### Assignment
Print the whole listing below exactly as given, pictures excluded.

### The records
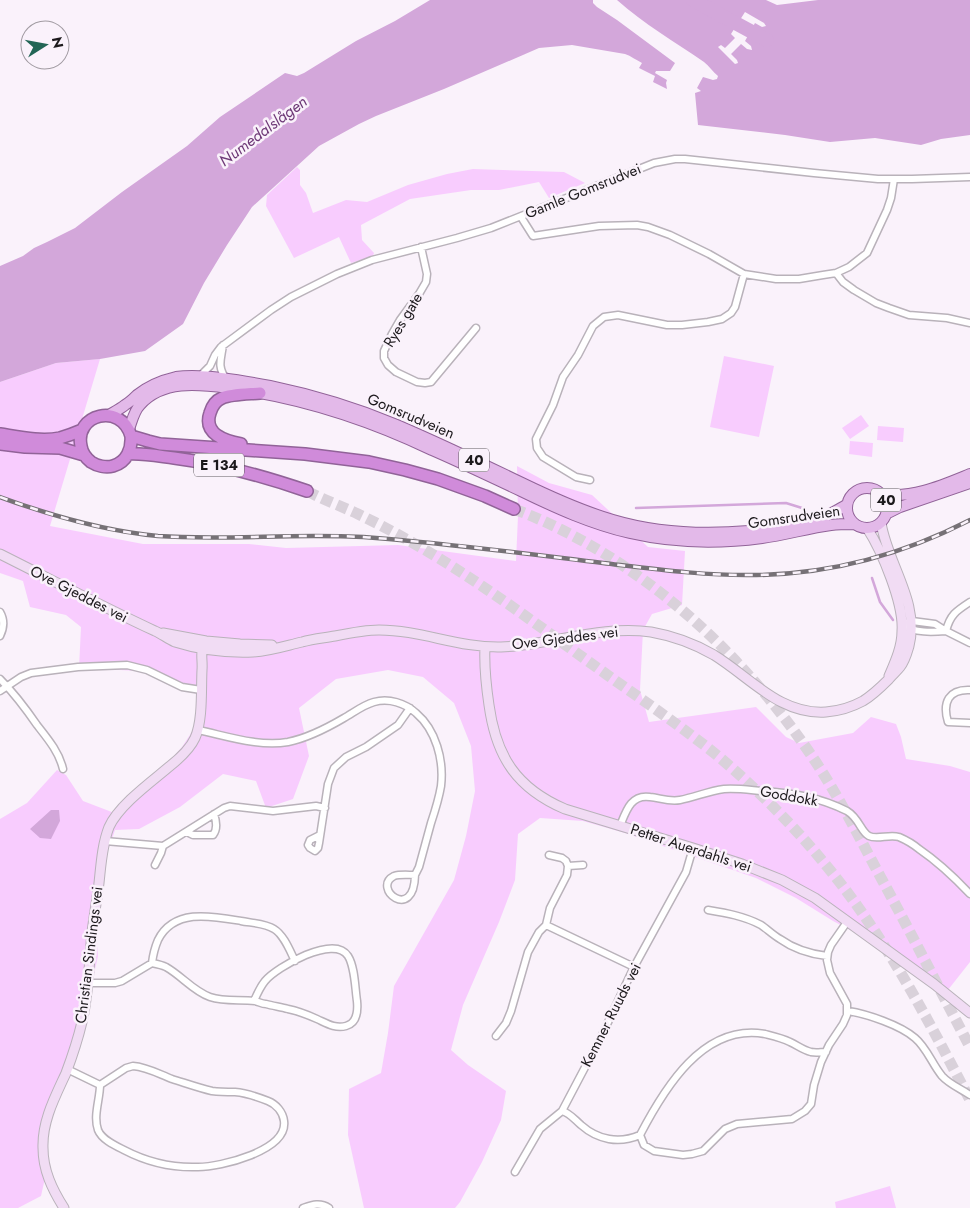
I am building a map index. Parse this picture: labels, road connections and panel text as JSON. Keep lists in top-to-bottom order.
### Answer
{
  "streets": {
    "highway": ["E 134"],
    "main road": ["Gomsrudveien", "40"],
    "street": [
      "Gamle Gomsrudvei",
      "Ryes gate",
      "Ove Gjeddes vei",
      "Goddokk",
      "Petter Auerdahls vei",
      "Christian Sindings vei",
      "Kemner Ruuds vei"
    ]
  },
  "crossings": [
    ["Gamle Gomsrudvei", "Ryes gate"],
    ["Gamle Gomsrudvei", "Gomsrudveien"],
    ["Gomsrudveien", "40"],
    ["Gomsrudveien", "E 134"],
    ["Gomsrudveien", "Ove Gjeddes vei"],
    ["40", "Ove Gjeddes vei"],
    ["Ove Gjeddes vei", "Petter Auerdahls vei"],
    ["Ove Gjeddes vei", "Christian Sindings vei"],
    ["Goddokk", "Petter Auerdahls vei"],
    ["Petter Auerdahls vei", "Kemner Ruuds vei"]
  ],
  "water": ["Numedalslågen"],
  "north": "right"
}
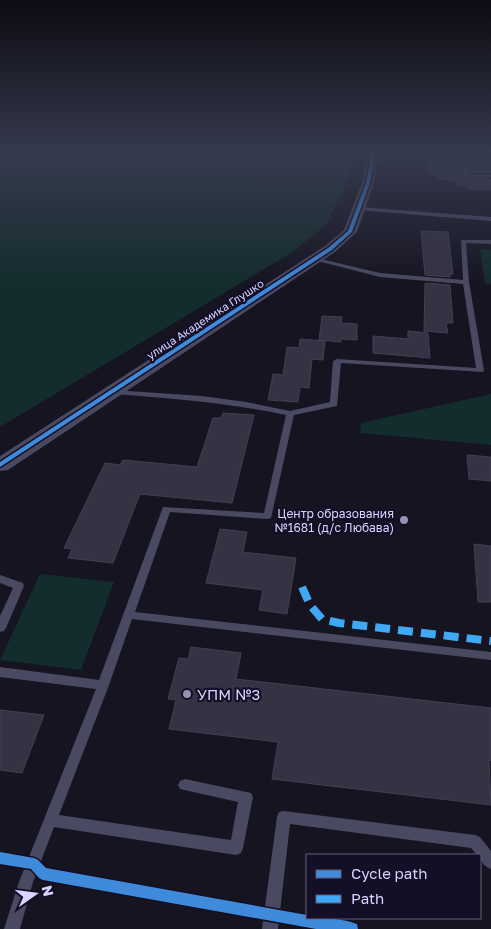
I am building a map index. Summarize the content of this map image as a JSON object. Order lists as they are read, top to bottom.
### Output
{
  "streets": {
    "street": ["улица Академика Глушко"]
  },
  "places": ["Центр образования №1681 (д/с Любава)", "УПМ №3"],
  "legend": ["Cycle path", "Path"],
  "north": "right"
}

### Answer space
I am building a map index. Parse this picture: labels, road connections and panel text as JSON. Keep lists in top-to-bottom order.
### Answer
{
  "streets": {
    "highway": ["E 134"],
    "main road": ["Gomsrudveien", "40"],
    "street": [
      "Gamle Gomsrudvei",
      "Ryes gate",
      "Ove Gjeddes vei",
      "Goddokk",
      "Petter Auerdahls vei",
      "Christian Sindings vei",
      "Kemner Ruuds vei"
    ]
  },
  "crossings": [
    ["Gamle Gomsrudvei", "Ryes gate"],
    ["Gamle Gomsrudvei", "Gomsrudveien"],
    ["Gomsrudveien", "40"],
    ["Gomsrudveien", "E 134"],
    ["Gomsrudveien", "Ove Gjeddes vei"],
    ["40", "Ove Gjeddes vei"],
    ["Ove Gjeddes vei", "Petter Auerdahls vei"],
    ["Ove Gjeddes vei", "Christian Sindings vei"],
    ["Goddokk", "Petter Auerdahls vei"],
    ["Petter Auerdahls vei", "Kemner Ruuds vei"]
  ],
  "water": ["Numedalslågen"],
  "north": "right"
}
I am building a map index. Summarize the content of this map image as a JSON object. Order lists as they are read, top to bottom.
### Output
{
  "streets": {
    "street": ["улица Академика Глушко"]
  },
  "places": ["Центр образования №1681 (д/с Любава)", "УПМ №3"],
  "legend": ["Cycle path", "Path"],
  "north": "right"
}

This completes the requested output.